» Your goal: Your task is to find every line in the records that holds the string "roads" and copy it.

Records contained in a dataset
☆ ☆ ☆ ☆
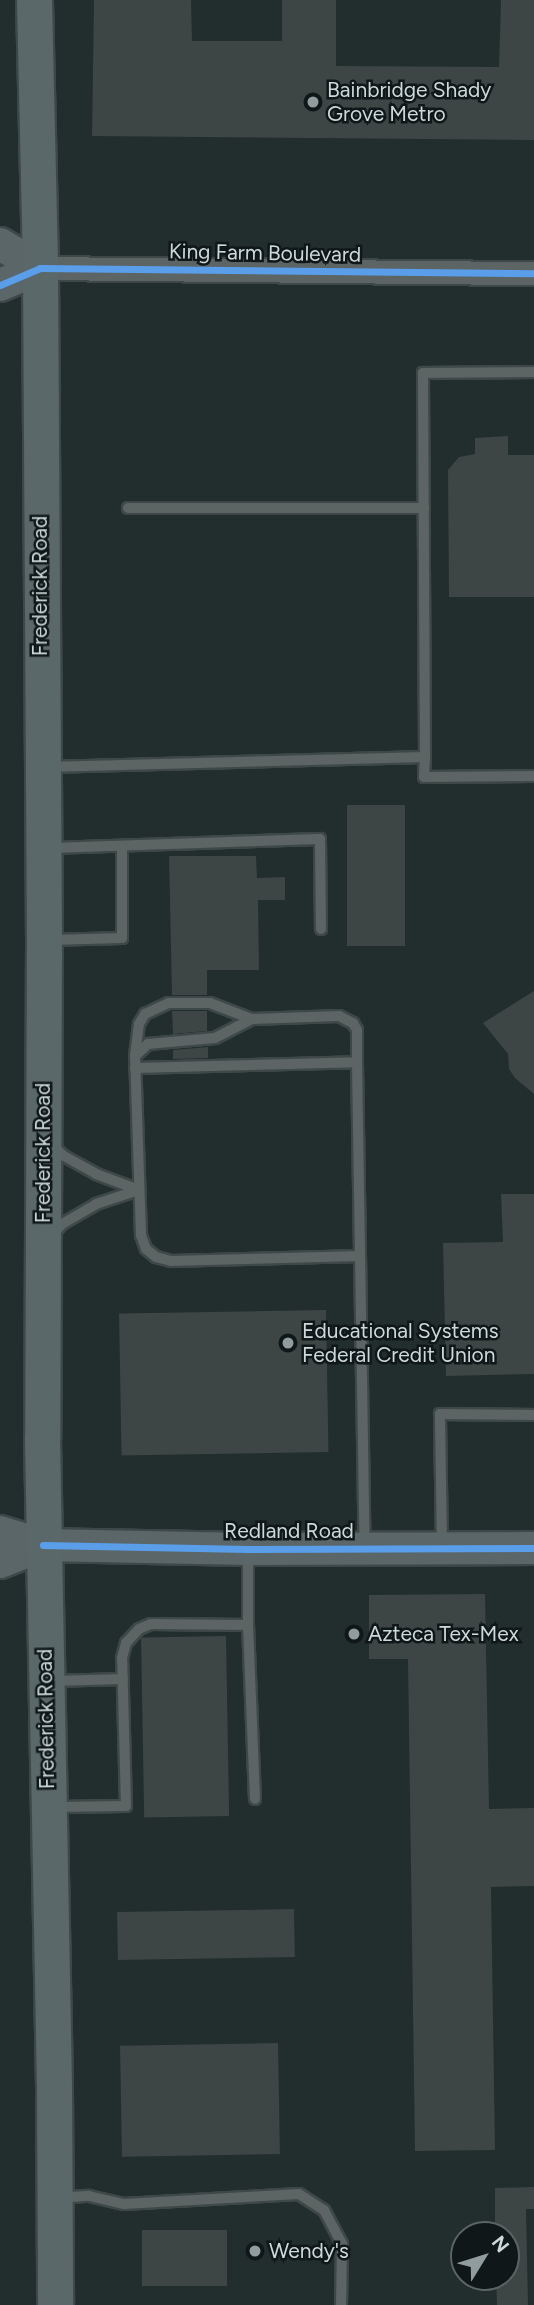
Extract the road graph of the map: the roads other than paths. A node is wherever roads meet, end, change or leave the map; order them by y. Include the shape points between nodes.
1 (34, 0) edge
2 (0, 244) edge
3 (40, 268) junction
4 (534, 274) edge
5 (0, 285) edge
6 (534, 372) edge
7 (128, 508) dead end
8 (424, 508) junction
9 (425, 757) junction
10 (41, 767) junction
11 (534, 776) edge
12 (122, 846) junction
13 (42, 848) junction
14 (321, 929) dead end
15 (44, 940) junction
16 (252, 1019) junction
17 (135, 1062) junction
18 (358, 1062) junction
19 (42, 1137) junction
20 (139, 1190) junction
21 (42, 1246) junction
22 (360, 1256) junction
23 (534, 1415) edge
24 (0, 1532) edge
25 (43, 1545) junction
26 (534, 1548) edge
27 (248, 1549) junction
28 (365, 1549) junction
29 (442, 1549) junction
30 (0, 1562) edge
31 (248, 1625) junction
32 (123, 1679) junction
33 (46, 1681) junction
34 (255, 1799) dead end
35 (48, 1807) junction
36 (55, 2199) junction
37 (55, 2305) edge
38 (341, 2305) edge

1 - 3 main road, Frederick Road
2 - 3 main road
3 - 4 street, King Farm Boulevard
3 - 5 main road, King Farm Boulevard
3 - 10 main road, Frederick Road
6 - 8 lane via 423,373
7 - 8 lane
8 - 9 lane
9 - 10 lane
9 - 11 lane via 424,777
10 - 13 main road, Frederick Road
12 - 13 lane
12 - 14 lane via 320,839
12 - 15 lane via 122,938
13 - 15 main road, Frederick Road
15 - 19 main road, Frederick Road
16 - 17 lane via 215,1038 148,1044
16 - 17 lane via 219,1004 160,1005 139,1024
16 - 18 lane via 347,1018 356,1030
17 - 18 lane
17 - 20 lane
18 - 22 lane
19 - 20 lane via 96,1174
19 - 21 main road, Frederick Road
20 - 21 lane via 96,1204 62,1224
20 - 22 lane via 141,1235 156,1257 171,1261
21 - 25 main road, Frederick Road
22 - 28 lane
23 - 29 lane via 440,1414
24 - 25 main road
25 - 27 main road, Redland Road
25 - 30 main road
25 - 33 main road, Frederick Road
26 - 29 main road, Redland Road
27 - 28 main road, Redland Road
27 - 31 lane
28 - 29 main road, Redland Road
31 - 32 lane via 152,1624 139,1629 126,1643
31 - 34 lane
32 - 33 lane
32 - 35 lane via 127,1806
33 - 35 main road, Frederick Road
35 - 36 main road, Frederick Road
36 - 37 main road, Frederick Road
36 - 38 lane via 89,2196 124,2204 299,2194 324,2210 342,2244

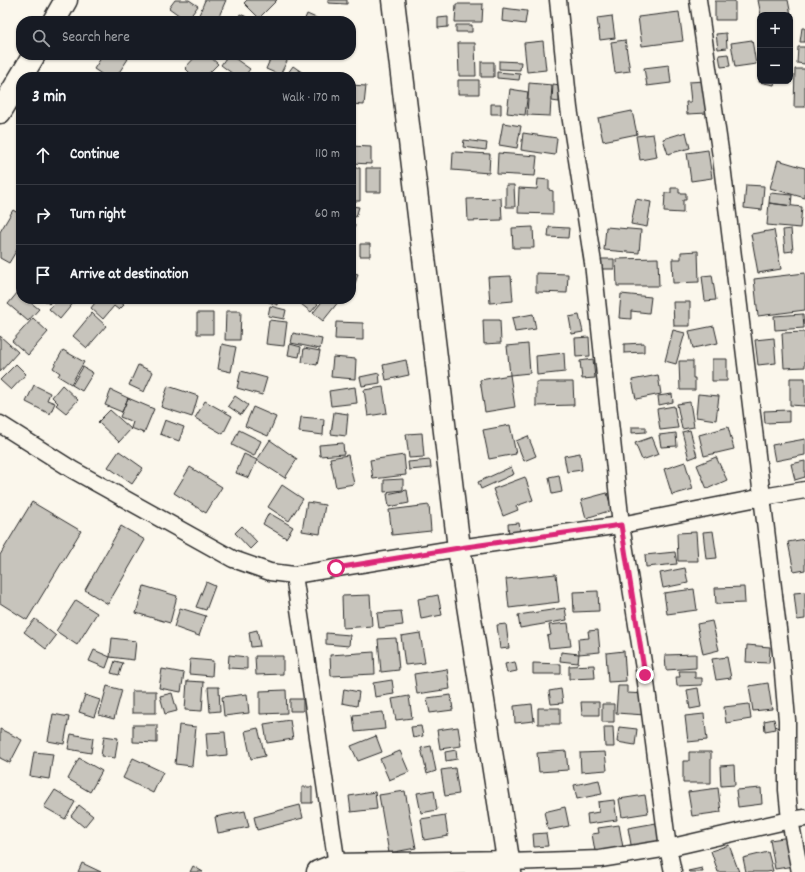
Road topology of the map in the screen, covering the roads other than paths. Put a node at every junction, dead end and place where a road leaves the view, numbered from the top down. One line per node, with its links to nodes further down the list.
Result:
1 (66, 0): 5 (street)
2 (393, 0): 14 (street)
3 (558, 0): 13 (street)
4 (698, 0): 12 (street)
5 (57, 16)
6 (31, 60): 7 (street)
7 (24, 72)
8 (16, 85): 9 (street)
9 (0, 112)
10 (0, 424): 15 (street)
11 (805, 490): 12 (street)
12 (762, 497): 13 (street); 16 (street)
13 (621, 525): 14 (street); 17 (street)
14 (459, 548): 15 (street); 18 (street)
15 (294, 575): 19 (street)
16 (797, 819): 17 (street); 21 (street)
17 (668, 848): 18 (street); 20 (street)
18 (510, 867): 19 (street)
19 (331, 870)
20 (673, 872)
21 (800, 872)

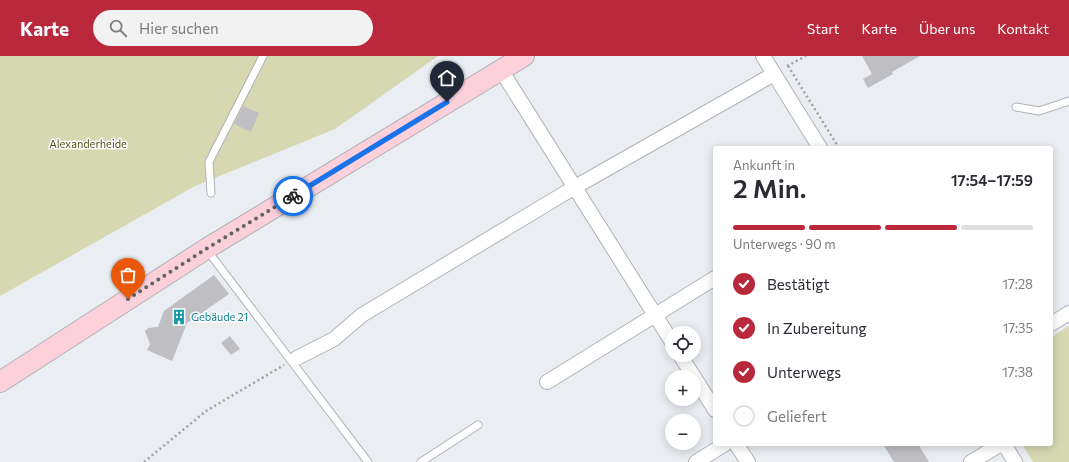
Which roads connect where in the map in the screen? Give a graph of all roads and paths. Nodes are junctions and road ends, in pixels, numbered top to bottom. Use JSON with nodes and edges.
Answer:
{"nodes":[{"id":1,"x":263,"y":56,"type":"edge"},
{"id":2,"x":524,"y":56,"type":"edge"},
{"id":3,"x":763,"y":56,"type":"edge"},
{"id":4,"x":806,"y":56,"type":"edge"},
{"id":5,"x":788,"y":66,"type":"junction"},
{"id":6,"x":501,"y":70,"type":"junction"},
{"id":7,"x":774,"y":74,"type":"junction"},
{"id":8,"x":1069,"y":101,"type":"edge"},
{"id":9,"x":1016,"y":107,"type":"dead end"},
{"id":10,"x":819,"y":146,"type":"edge"},
{"id":11,"x":838,"y":146,"type":"edge"},
{"id":12,"x":575,"y":187,"type":"junction"},
{"id":13,"x":211,"y":193,"type":"dead end"},
{"id":14,"x":206,"y":249,"type":"junction"},
{"id":15,"x":713,"y":279,"type":"edge"},
{"id":16,"x":1069,"y":313,"type":"edge"},
{"id":17,"x":654,"y":314,"type":"junction"},
{"id":18,"x":1053,"y":323,"type":"edge"},
{"id":19,"x":665,"y":331,"type":"edge"},
{"id":20,"x":297,"y":358,"type":"joint"},
{"id":21,"x":684,"y":362,"type":"edge"},
{"id":22,"x":0,"y":382,"type":"edge"},
{"id":23,"x":547,"y":382,"type":"dead end"},
{"id":24,"x":713,"y":407,"type":"edge"},
{"id":25,"x":478,"y":425,"type":"dead end"},
{"id":26,"x":722,"y":446,"type":"edge"},
{"id":27,"x":737,"y":446,"type":"edge"},
{"id":28,"x":999,"y":446,"type":"edge"},
{"id":29,"x":1004,"y":446,"type":"edge"},
{"id":30,"x":144,"y":462,"type":"edge"},
{"id":31,"x":368,"y":462,"type":"edge"},
{"id":32,"x":421,"y":462,"type":"edge"},
{"id":33,"x":696,"y":462,"type":"edge"},
{"id":34,"x":748,"y":462,"type":"edge"},
{"id":35,"x":971,"y":462,"type":"edge"},
{"id":36,"x":1014,"y":462,"type":"edge"}],
"edges":[{"from":1,"to":13,"type":"lane"},
{"from":2,"to":6,"type":"street"},
{"from":3,"to":7,"type":"street"},
{"from":4,"to":5,"type":"path"},
{"from":5,"to":7,"type":"path"},
{"from":5,"to":11,"type":"path"},
{"from":6,"to":12,"type":"street"},
{"from":6,"to":14,"type":"street"},
{"from":7,"to":10,"type":"street"},
{"from":7,"to":12,"type":"street"},
{"from":8,"to":9,"type":"lane"},
{"from":12,"to":17,"type":"street"},
{"from":12,"to":20,"type":"street"},
{"from":14,"to":22,"type":"street"},
{"from":14,"to":31,"type":"lane"},
{"from":15,"to":17,"type":"street"},
{"from":16,"to":18,"type":"street"},
{"from":17,"to":19,"type":"street"},
{"from":17,"to":23,"type":"street"},
{"from":20,"to":30,"type":"path"},
{"from":21,"to":24,"type":"street"},
{"from":25,"to":32,"type":"lane"},
{"from":26,"to":33,"type":"street"},
{"from":27,"to":34,"type":"street"},
{"from":28,"to":35,"type":"street"},
{"from":29,"to":36,"type":"street"}]}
☆ ☆ ☆ ☆
» Answer for this exercise:
Extract the road graph of the map: the roads other than paths. A node is wherever roads meet, end, change or leave the map; order them by y. Include the shape points between nodes.
Road topology of the map in the screen, covering the roads other than paths. Put a node at every junction, dead end and place where a road leaves the view, numbered from the top down. One line per node, with its links to nodes further down the list.
Which roads connect where in the map in the screen? Give a graph of all roads and paths. Nodes are junctions and road ends, in pixels, numbered top to bottom. Use JSON with nodes and edges.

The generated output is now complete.